Brief: I need the records below restated word for word, without their pictures.

======== Input material ========

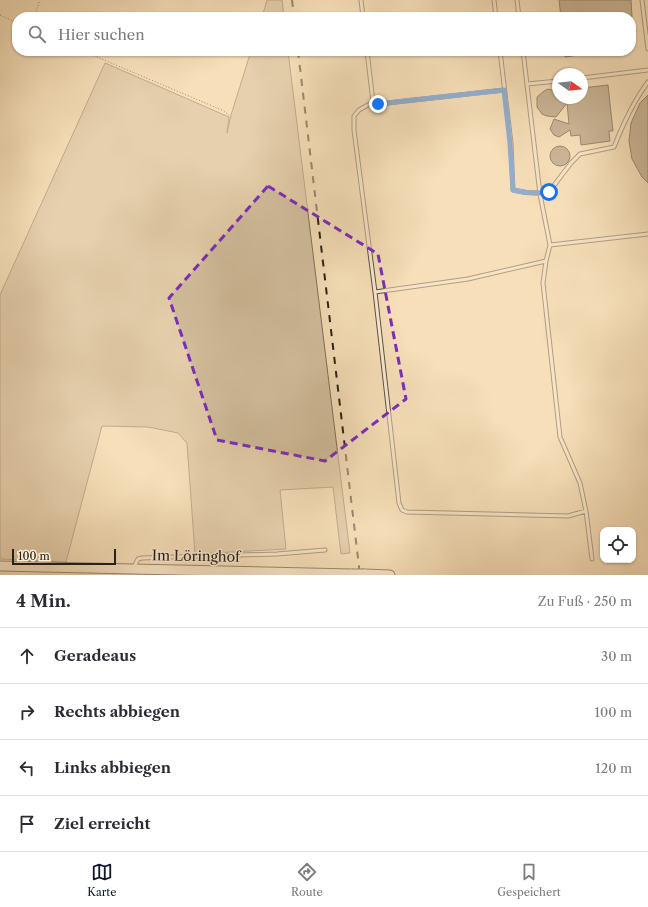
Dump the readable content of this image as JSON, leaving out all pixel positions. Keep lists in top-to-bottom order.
{
  "streets": {
    "street": ["Im Löringhof"]
  },
  "scale_bar": "100 m",
  "north": "right",
  "page": {
    "search": "Hier suchen",
    "scale": "100 m",
    "heading": ["4 Min.", "Zu Fuß · 250 m"],
    "list": [
      ["Geradeaus", "30 m"],
      ["Rechts abbiegen", "100 m"],
      ["Links abbiegen", "120 m"],
      "Ziel erreicht"
    ],
    "nav": ["Karte", "Route", "Gespeichert"]
  }
}
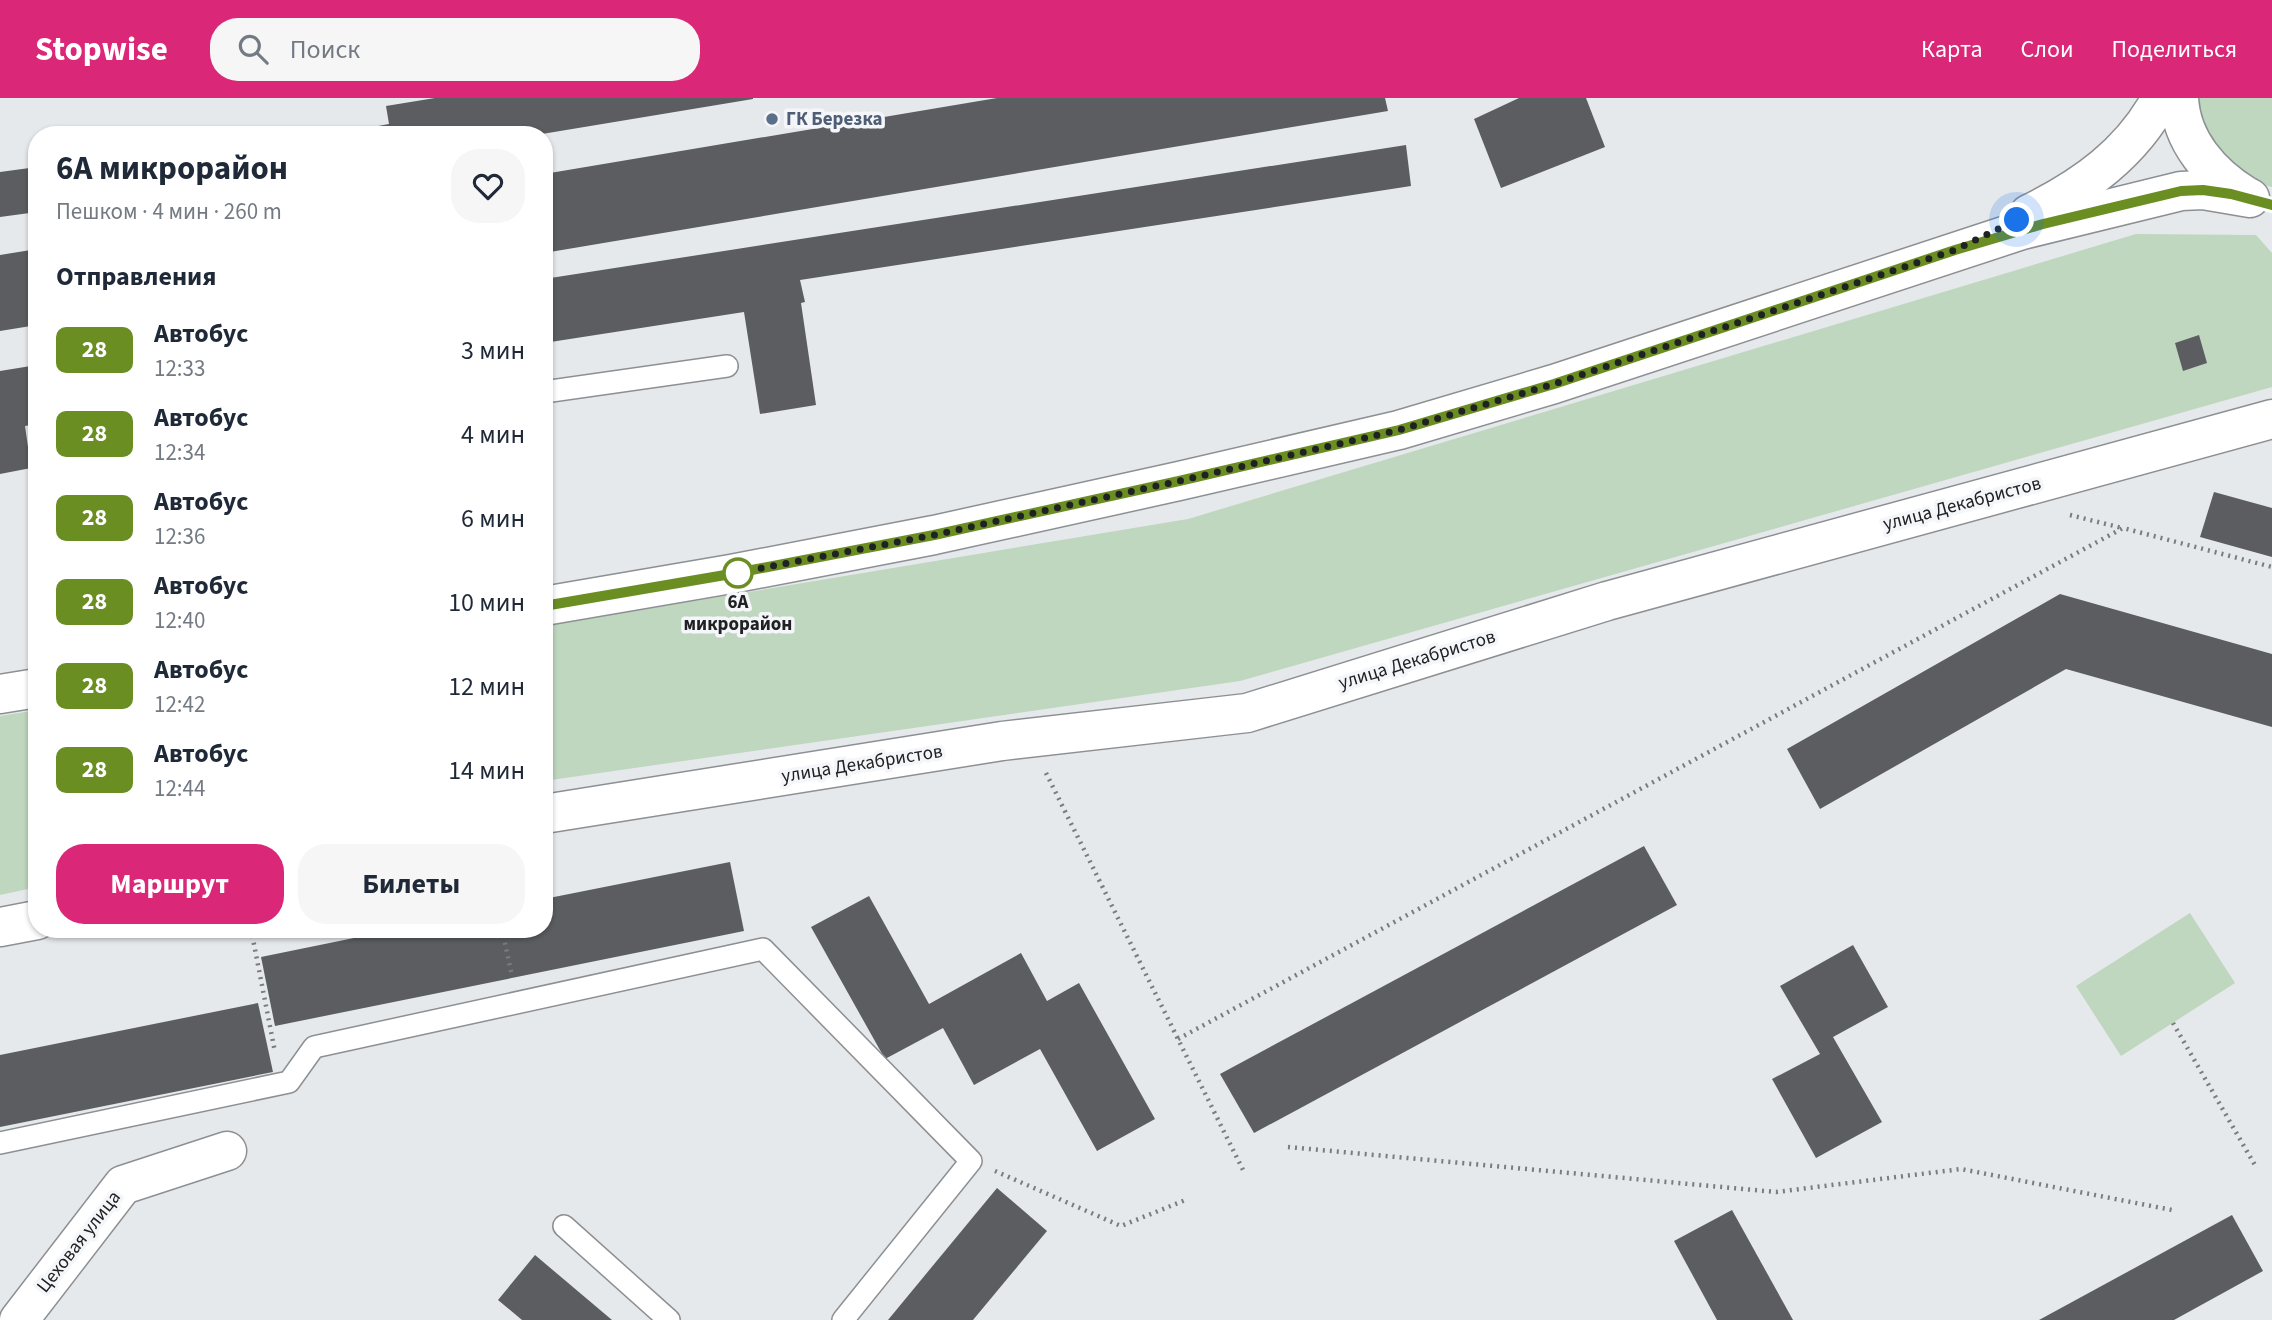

========

Exercise solution:
Dump the readable content of this image as JSON, leaving out all pixel positions. Keep lists in top-to-bottom order.
{
  "streets": {
    "street": ["Im Löringhof"]
  },
  "scale_bar": "100 m",
  "north": "right",
  "page": {
    "search": "Hier suchen",
    "scale": "100 m",
    "heading": ["4 Min.", "Zu Fuß · 250 m"],
    "list": [
      ["Geradeaus", "30 m"],
      ["Rechts abbiegen", "100 m"],
      ["Links abbiegen", "120 m"],
      "Ziel erreicht"
    ],
    "nav": ["Karte", "Route", "Gespeichert"]
  }
}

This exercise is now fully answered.